Écrit par : tien | 22/03/2011

Honnêtement, vous nous avez habitués à plus de lucidité et de clairvoyance : Déjà, dans l'énumération des hauts et bas du FN, oublier le 21 Avril 2002, c'est assez fort, et ce, même si vous vouliez ne vous en tenir qu'aux élections cantonales !

Ensuite, insinuer que la hausse actuelle ne serait que le fruit de desiserata de certains qui auraient agi sur les media n'est qu'une vaste foutaise. La hausse du FN s'explique surtout par l'actualité (hausse ininterrompue de la criminalité, afflux par bateaux entiers et innombrables de clandestins, crise économique avec baisse du pouvoir d'achat et hausse du nombre des chômeurs...). Ajoutez, par dessus le marché le fait qu'aucune des promesses de Sarkozy ne fut tenue. Voilà les vraies raisons de la hausse du FN.

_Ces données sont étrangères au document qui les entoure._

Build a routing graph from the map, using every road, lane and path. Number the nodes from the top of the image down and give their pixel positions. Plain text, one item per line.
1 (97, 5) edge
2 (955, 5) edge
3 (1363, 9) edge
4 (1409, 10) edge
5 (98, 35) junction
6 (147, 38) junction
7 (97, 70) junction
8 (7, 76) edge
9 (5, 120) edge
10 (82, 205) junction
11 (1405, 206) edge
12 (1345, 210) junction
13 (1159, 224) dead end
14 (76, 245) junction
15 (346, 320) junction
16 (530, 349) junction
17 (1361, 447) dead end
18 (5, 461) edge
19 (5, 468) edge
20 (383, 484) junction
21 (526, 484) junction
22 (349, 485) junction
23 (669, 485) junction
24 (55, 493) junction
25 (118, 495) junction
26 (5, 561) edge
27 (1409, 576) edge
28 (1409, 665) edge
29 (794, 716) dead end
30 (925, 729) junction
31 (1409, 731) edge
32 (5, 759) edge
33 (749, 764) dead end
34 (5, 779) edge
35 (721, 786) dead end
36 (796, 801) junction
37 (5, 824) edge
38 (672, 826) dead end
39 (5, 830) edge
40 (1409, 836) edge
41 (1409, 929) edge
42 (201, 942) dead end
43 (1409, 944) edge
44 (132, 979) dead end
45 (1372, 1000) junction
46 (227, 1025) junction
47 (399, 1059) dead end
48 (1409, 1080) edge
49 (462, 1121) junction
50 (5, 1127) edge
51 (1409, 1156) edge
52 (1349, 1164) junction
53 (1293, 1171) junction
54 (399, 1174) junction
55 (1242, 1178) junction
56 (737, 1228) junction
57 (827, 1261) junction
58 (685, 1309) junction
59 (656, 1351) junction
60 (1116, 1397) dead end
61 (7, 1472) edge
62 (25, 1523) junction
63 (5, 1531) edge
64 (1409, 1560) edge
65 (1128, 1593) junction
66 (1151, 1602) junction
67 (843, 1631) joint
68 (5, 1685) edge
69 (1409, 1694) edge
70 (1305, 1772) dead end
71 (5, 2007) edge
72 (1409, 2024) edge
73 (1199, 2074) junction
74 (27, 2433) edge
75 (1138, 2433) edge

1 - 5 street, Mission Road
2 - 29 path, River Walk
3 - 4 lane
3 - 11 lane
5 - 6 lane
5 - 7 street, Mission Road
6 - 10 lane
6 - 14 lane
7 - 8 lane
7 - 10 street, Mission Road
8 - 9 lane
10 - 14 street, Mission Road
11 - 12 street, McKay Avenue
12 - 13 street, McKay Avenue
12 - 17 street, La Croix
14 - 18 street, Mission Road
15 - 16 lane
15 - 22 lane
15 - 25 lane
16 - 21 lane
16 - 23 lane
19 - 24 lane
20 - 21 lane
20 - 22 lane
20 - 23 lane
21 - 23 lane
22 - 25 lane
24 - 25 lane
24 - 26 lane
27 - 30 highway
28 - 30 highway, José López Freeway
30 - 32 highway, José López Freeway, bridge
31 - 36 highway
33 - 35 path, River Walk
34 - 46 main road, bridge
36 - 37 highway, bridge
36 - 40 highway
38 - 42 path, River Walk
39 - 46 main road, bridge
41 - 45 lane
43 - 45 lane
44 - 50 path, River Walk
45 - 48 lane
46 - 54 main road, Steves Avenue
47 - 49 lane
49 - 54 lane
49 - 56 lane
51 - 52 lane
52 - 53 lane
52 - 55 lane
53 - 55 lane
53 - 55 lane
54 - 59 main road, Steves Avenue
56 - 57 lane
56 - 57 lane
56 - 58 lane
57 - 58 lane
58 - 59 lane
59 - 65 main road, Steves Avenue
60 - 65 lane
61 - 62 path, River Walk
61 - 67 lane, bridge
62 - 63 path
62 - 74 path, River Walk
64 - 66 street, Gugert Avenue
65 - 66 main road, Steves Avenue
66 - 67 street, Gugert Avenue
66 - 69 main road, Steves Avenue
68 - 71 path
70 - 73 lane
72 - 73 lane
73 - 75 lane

Du reste, et c'est le seul avantage à ce que Sarkozy soit président, c'est qu'il est définitivement démasqué. Imaginons un instant que Ségolène Royal l'emportât en 2007. La situation de notre pays serait vraisemblablement exactement la même que celle d'aujourd'hui, mais Sarkozy serait dans l'opposition. On l'entendrait alors se déchaîner contre les incapables, dire qu'avec lui aux affaires, les choses ne se passeraient pas comme ça, etc, etc. Dans ce cas, Sarkozy et l'UMP auraient tout remporté, et le FN aurait sans doute fait un score calamiteux, Marine ou non. Donc, non, mille fois non, la montée actuelle du FN n'est pas due aux voeux de certaines officines médiatiques !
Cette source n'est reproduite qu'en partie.